Mengagumi dalam diam adalah cara terbaik jika punya perasaan lebih pada seseorang yang sudah memiliki kekasih.
.
.
.
Dita bersenandung sambil menyisir rambutnya. Terkadang ia mempertemukan bibir atas dan bawahnya untuk meratakan lipstick yang dipakainya. Dita benar-benar menggunakan make-up yang natural, karena dari dulu wanita itu tak pernah berlebihan dalam hal penampilan.
Tiba-tiba ponselnya yang berada di tempat tidur berbunyi, langsung saja dia bangkit dari meja rias dan mengambil ponselnya. Ia menduga Rani yang menelepon, tapi dugaannya salah. Ternyata Indra yang meneleponnya.
"Selamat pagi, Andita Sayang."
"Kenapa, Ndra?"
"Ada acara nggak hari ini, jalan yuk."
"Yah, aku udah rapi nih. Mau keluar sama Rani."
"Oh ya udah, nggak apa-apa kok. Tapi besok kamu milik aku, ya?"
"Iya, Ndra. Besok kan jadwal kita. Sekarang udah dulu, ya. Barangkali Rani nungguin."
"Iya Sayang, hati-hati, ya. Muach."
"Terus hari ini kamu mau ke mana, Ndra?"
"Kalau nggak main futsal, ya ke studio."
"Sekali lagi maaf ya nggak bisa nemenin."

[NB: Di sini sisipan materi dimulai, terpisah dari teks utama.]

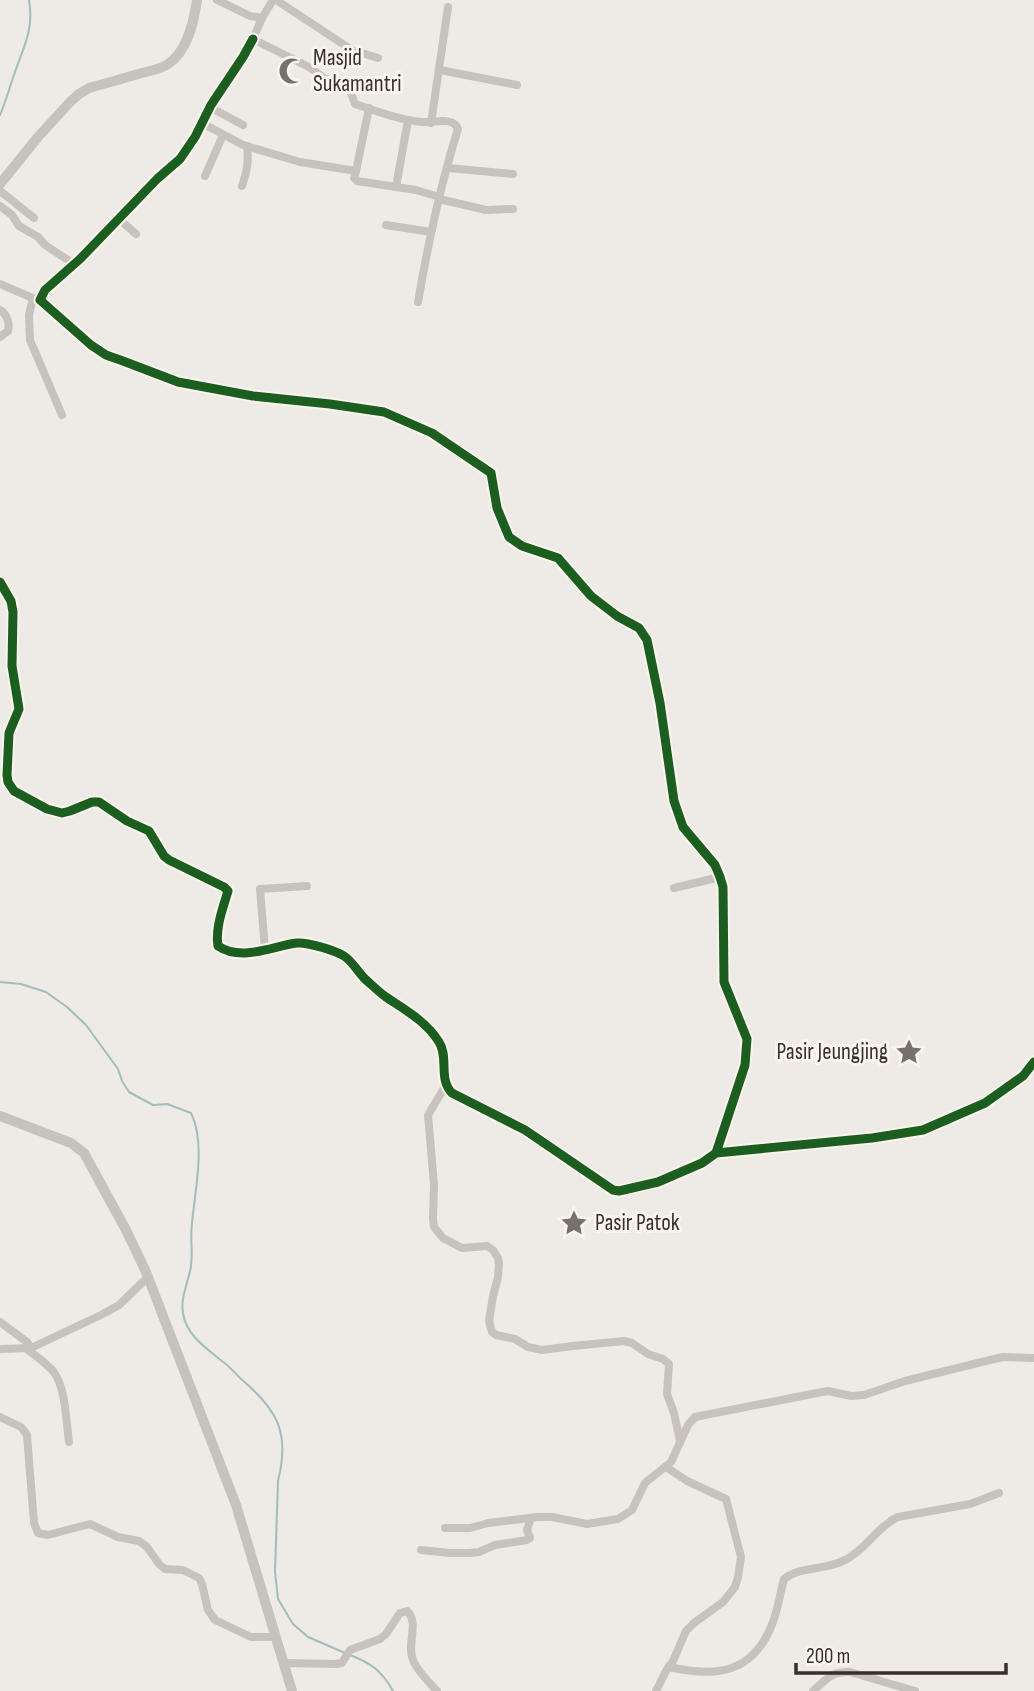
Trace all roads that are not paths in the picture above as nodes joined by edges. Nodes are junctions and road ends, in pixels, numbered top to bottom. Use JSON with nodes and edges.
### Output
{"nodes":[{"id":1,"x":197,"y":0,"type":"edge"},
{"id":2,"x":217,"y":0,"type":"edge"},
{"id":3,"x":275,"y":0,"type":"edge"},
{"id":4,"x":448,"y":7,"type":"dead end"},
{"id":5,"x":262,"y":18,"type":"junction"},
{"id":6,"x":253,"y":39,"type":"junction"},
{"id":7,"x":378,"y":58,"type":"dead end"},
{"id":8,"x":440,"y":70,"type":"junction"},
{"id":9,"x":517,"y":85,"type":"dead end"},
{"id":10,"x":210,"y":107,"type":"junction"},
{"id":11,"x":369,"y":108,"type":"junction"},
{"id":12,"x":408,"y":120,"type":"junction"},
{"id":13,"x":202,"y":123,"type":"junction"},
{"id":14,"x":431,"y":123,"type":"junction"},
{"id":15,"x":243,"y":125,"type":"dead end"},
{"id":16,"x":223,"y":135,"type":"junction"},
{"id":17,"x":247,"y":146,"type":"junction"},
{"id":18,"x":448,"y":168,"type":"junction"},
{"id":19,"x":356,"y":171,"type":"junction"},
{"id":20,"x":513,"y":174,"type":"dead end"},
{"id":21,"x":205,"y":176,"type":"dead end"},
{"id":22,"x":0,"y":184,"type":"edge"},
{"id":23,"x":242,"y":186,"type":"dead end"},
{"id":24,"x":396,"y":187,"type":"junction"},
{"id":25,"x":0,"y":191,"type":"edge"},
{"id":26,"x":439,"y":198,"type":"junction"},
{"id":27,"x":0,"y":206,"type":"edge"},
{"id":28,"x":513,"y":209,"type":"dead end"},
{"id":29,"x":34,"y":218,"type":"dead end"},
{"id":30,"x":119,"y":219,"type":"junction"},
{"id":31,"x":386,"y":225,"type":"dead end"},
{"id":32,"x":431,"y":232,"type":"junction"},
{"id":33,"x":136,"y":234,"type":"dead end"},
{"id":34,"x":74,"y":264,"type":"junction"},
{"id":35,"x":0,"y":284,"type":"edge"},
{"id":36,"x":37,"y":299,"type":"junction"},
{"id":37,"x":418,"y":302,"type":"dead end"},
{"id":38,"x":0,"y":310,"type":"edge"},
{"id":39,"x":0,"y":337,"type":"edge"},
{"id":40,"x":62,"y":415,"type":"dead end"},
{"id":41,"x":0,"y":582,"type":"edge"},
{"id":42,"x":720,"y":877,"type":"junction"},
{"id":43,"x":307,"y":886,"type":"dead end"},
{"id":44,"x":674,"y":888,"type":"dead end"},
{"id":45,"x":265,"y":950,"type":"junction"},
{"id":46,"x":1034,"y":1062,"type":"edge"},
{"id":47,"x":446,"y":1081,"type":"junction"},
{"id":48,"x":0,"y":1116,"type":"edge"},
{"id":49,"x":716,"y":1153,"type":"junction"},
{"id":50,"x":148,"y":1277,"type":"junction"},
{"id":51,"x":0,"y":1322,"type":"edge"},
{"id":52,"x":0,"y":1349,"type":"edge"},
{"id":53,"x":29,"y":1349,"type":"junction"},
{"id":54,"x":1034,"y":1358,"type":"edge"},
{"id":55,"x":0,"y":1417,"type":"edge"},
{"id":56,"x":69,"y":1442,"type":"dead end"},
{"id":57,"x":680,"y":1442,"type":"junction"},
{"id":58,"x":666,"y":1467,"type":"junction"},
{"id":59,"x":999,"y":1493,"type":"dead end"},
{"id":60,"x":531,"y":1518,"type":"junction"},
{"id":61,"x":445,"y":1528,"type":"dead end"},
{"id":62,"x":421,"y":1550,"type":"dead end"},
{"id":63,"x":276,"y":1637,"type":"junction"},
{"id":64,"x":284,"y":1663,"type":"junction"},
{"id":65,"x":669,"y":1667,"type":"junction"},
{"id":66,"x":292,"y":1691,"type":"edge"},
{"id":67,"x":437,"y":1691,"type":"edge"},
{"id":68,"x":656,"y":1691,"type":"edge"},
{"id":69,"x":813,"y":1691,"type":"edge"},
{"id":70,"x":915,"y":1691,"type":"edge"}],
"edges":[{"from":1,"to":22,"type":"street"},
{"from":2,"to":5,"type":"street"},
{"from":3,"to":5,"type":"street"},
{"from":3,"to":7,"type":"street"},
{"from":4,"to":8,"type":"street"},
{"from":5,"to":6,"type":"street"},
{"from":6,"to":10,"type":"street"},
{"from":6,"to":11,"type":"street"},
{"from":8,"to":9,"type":"street"},
{"from":8,"to":14,"type":"street"},
{"from":10,"to":13,"type":"street"},
{"from":10,"to":15,"type":"street"},
{"from":11,"to":12,"type":"street"},
{"from":11,"to":19,"type":"street"},
{"from":12,"to":14,"type":"street"},
{"from":12,"to":24,"type":"street"},
{"from":13,"to":16,"type":"street"},
{"from":13,"to":30,"type":"street"},
{"from":14,"to":18,"type":"street"},
{"from":16,"to":17,"type":"street"},
{"from":16,"to":21,"type":"street"},
{"from":17,"to":19,"type":"street"},
{"from":17,"to":23,"type":"street"},
{"from":18,"to":20,"type":"street"},
{"from":18,"to":26,"type":"street"},
{"from":19,"to":24,"type":"street"},
{"from":24,"to":26,"type":"street"},
{"from":25,"to":29,"type":"street"},
{"from":26,"to":28,"type":"street"},
{"from":26,"to":32,"type":"street"},
{"from":27,"to":34,"type":"street"},
{"from":30,"to":33,"type":"street"},
{"from":30,"to":34,"type":"street"},
{"from":31,"to":32,"type":"street"},
{"from":32,"to":37,"type":"street"},
{"from":34,"to":36,"type":"street"},
{"from":35,"to":36,"type":"street"},
{"from":36,"to":40,"type":"street"},
{"from":36,"to":42,"type":"street"},
{"from":38,"to":39,"type":"street"},
{"from":41,"to":45,"type":"street"},
{"from":42,"to":44,"type":"street"},
{"from":42,"to":49,"type":"street"},
{"from":43,"to":45,"type":"street"},
{"from":45,"to":47,"type":"street"},
{"from":46,"to":49,"type":"street"},
{"from":47,"to":49,"type":"street"},
{"from":47,"to":57,"type":"street"},
{"from":48,"to":50,"type":"street"},
{"from":50,"to":53,"type":"street"},
{"from":50,"to":63,"type":"street"},
{"from":51,"to":53,"type":"street"},
{"from":52,"to":53,"type":"street"},
{"from":53,"to":56,"type":"street"},
{"from":54,"to":57,"type":"street"},
{"from":55,"to":63,"type":"street"},
{"from":57,"to":58,"type":"street"},
{"from":58,"to":60,"type":"street"},
{"from":58,"to":65,"type":"street"},
{"from":59,"to":65,"type":"street"},
{"from":60,"to":61,"type":"street"},
{"from":60,"to":62,"type":"street"},
{"from":63,"to":64,"type":"street"},
{"from":64,"to":66,"type":"street"},
{"from":64,"to":67,"type":"street"},
{"from":65,"to":68,"type":"street"},
{"from":69,"to":70,"type":"street"}]}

"Iya, Sayang. Bukan masalah."
"Baiklah, kalau gitu aku beneran tutup teleponnya, nih."
"Iya, Dita."
Dita tersenyum sambil menutup sambungan teleponnya. Kalau urusan pengertian, Indra memang paling hebat. Saat mengklik back pada ponsel pintarnya, Dita melihat ada tulisan pesan diterima. Tanpa pikir panjang dia langsung membukanya. Mata Dita spontan membelalak saat melihat pesan singkat itu.
RANI
Dit, maaf banget. Bukannya maksud jahat ngebatalin acara gitu aja, tapi seriusan ini aku lagi otewe rumah sakit, nenek aku dirawat. Maaf banget yaa :'(
Tanpa banyak berpikir, Dita langsung menelepon Rani.
"Halo, Dit."
"Ran...," ucap Dita dengan nada penuh kekecewaan, bagaimana tidak, saat ini bahkan ia sudah siap hampir seratus persen.

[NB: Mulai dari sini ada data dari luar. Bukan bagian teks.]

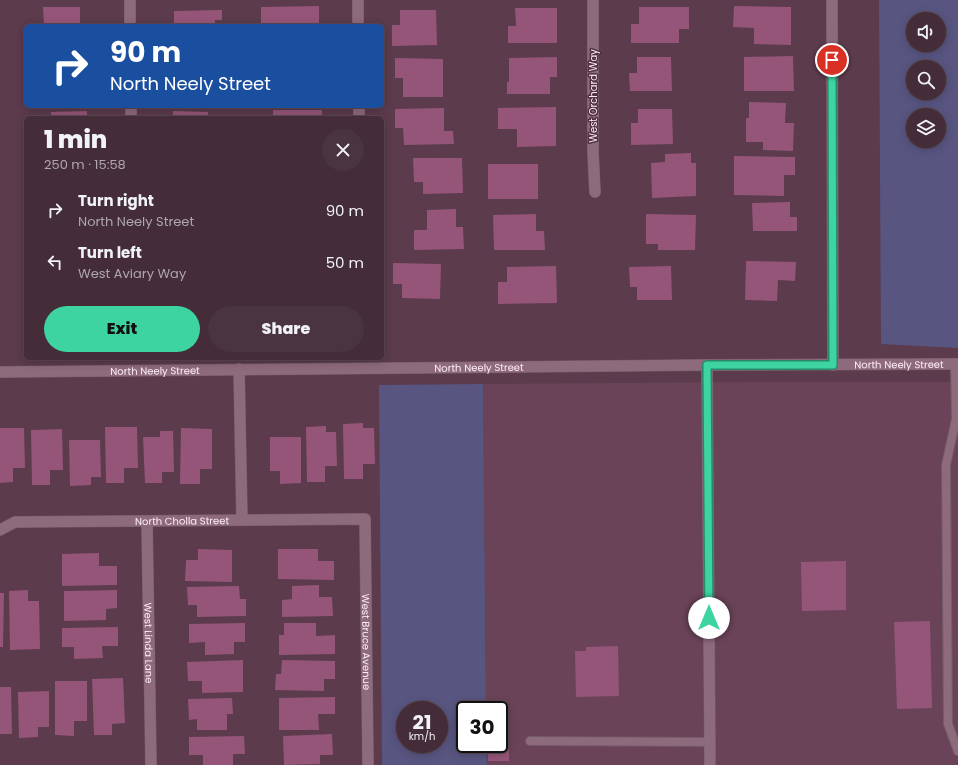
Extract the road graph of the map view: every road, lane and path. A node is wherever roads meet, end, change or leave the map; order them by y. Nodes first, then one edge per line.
1 (130, 0) edge
2 (358, 0) edge
3 (593, 0) edge
4 (832, 0) edge
5 (130, 24) edge
6 (358, 24) edge
7 (595, 192) dead end
8 (956, 364) edge
9 (707, 365) junction
10 (833, 365) junction
11 (240, 369) junction
12 (0, 372) edge
13 (365, 519) joint
14 (242, 520) junction
15 (147, 522) junction
16 (0, 530) edge
17 (530, 741) dead end
18 (710, 742) junction
19 (958, 751) edge
20 (151, 765) edge
21 (368, 765) edge
22 (710, 765) edge

1 - 5 street
2 - 6 street
3 - 7 street, West Orchard Way
4 - 10 street
8 - 10 street, North Neely Street
8 - 19 lane
9 - 10 street, North Neely Street
9 - 11 street, North Neely Street
9 - 18 street
11 - 12 street, North Neely Street
11 - 14 street
13 - 14 street, North Cholla Street
13 - 21 street, West Bruce Avenue
14 - 15 street, North Cholla Street
15 - 16 street, North Cholla Street
15 - 20 street, West Linda Lane
17 - 18 lane
18 - 22 street

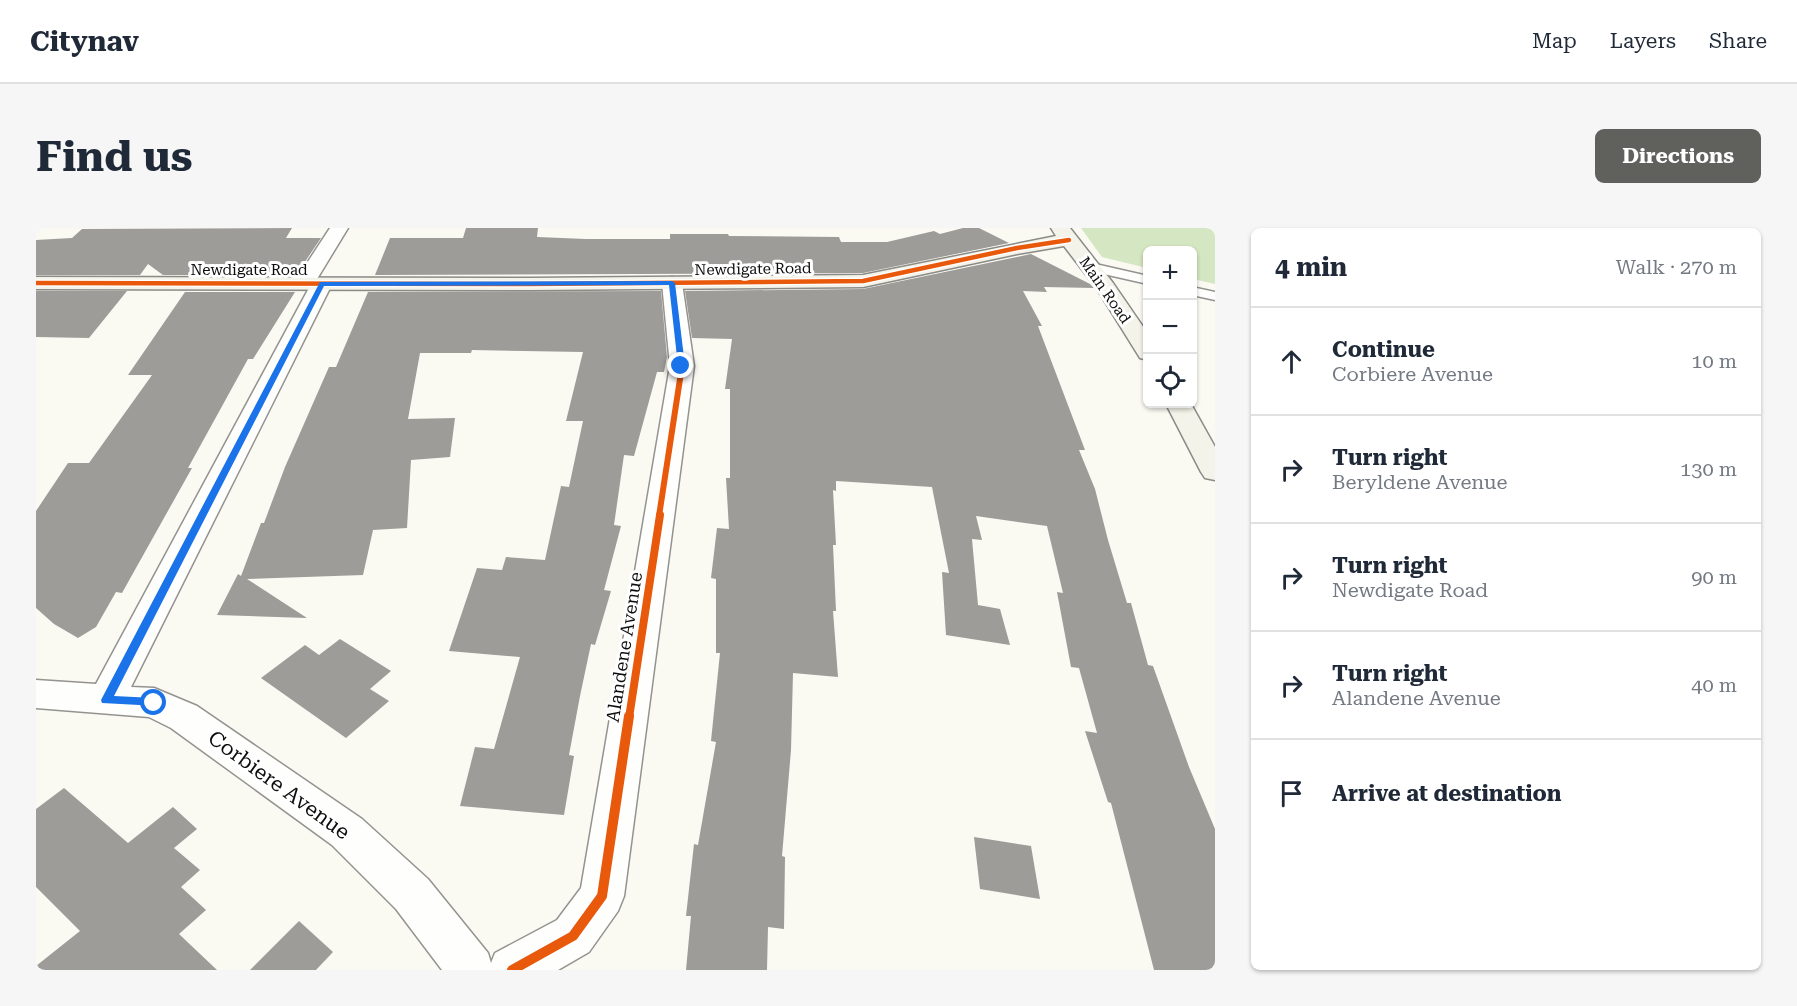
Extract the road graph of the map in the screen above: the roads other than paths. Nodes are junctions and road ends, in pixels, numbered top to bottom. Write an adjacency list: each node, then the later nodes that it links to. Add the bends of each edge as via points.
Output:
1 (339, 228): 7 (street)
2 (1065, 234): 3 (street, Main Road); 5 (street, Newdigate Road, via 863,281)
3 (1091, 267): 4 (lane); 10 (street, Main Road)
4 (1143, 279)
5 (672, 283): 7 (street, Newdigate Road); 16 (street, Alandene Avenue, via 681,366 602,896 573,936)
6 (36, 284): 7 (street, Newdigate Road)
7 (313, 284): 14 (street)
8 (1197, 292): 9 (lane)
9 (1215, 296)
10 (1143, 345)
11 (1180, 408): 12 (street)
12 (1215, 472)
13 (36, 694): 14 (street, Corbiere Avenue)
14 (106, 700): 15 (street, Corbiere Avenue, via 154,703 184,717 347,832 412,894)
15 (471, 970)
16 (512, 970)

"Iya, aku ngerti kamu kecewa tapi tolong … aku nggak bisa jalan-jalan sementara Nenek lagi sakit. Ini aku juga lagi di mobil, Dit."
Dita menghela napas, berusaha memahami. "Oke, nggak apa-apa. Semoga Nenek cepat sembuh, ya."
"Iya, kamu jalan sama Indra aja. Dia juga libur, kan?"
"Itu dia masalahnya, Ran. Aku barusan banget nolak dia buat jalan karena milih kamu."
"Ya ampun, jahat banget ya aku? Tapi, kenapa nggak kamu telepon lagi aja."
"Telat, dia pasti udah berangkat ke tempat futsal, atau ke studio. Antara dua tempat itu."
"Pasti belum nyampe, Dit. Ayo dicoba dulu."
"Baiklah aku coba dulu, semoga nomornya masih aktif soalnya dia pasti nonaktifin kalau lagi menjalani hobinya."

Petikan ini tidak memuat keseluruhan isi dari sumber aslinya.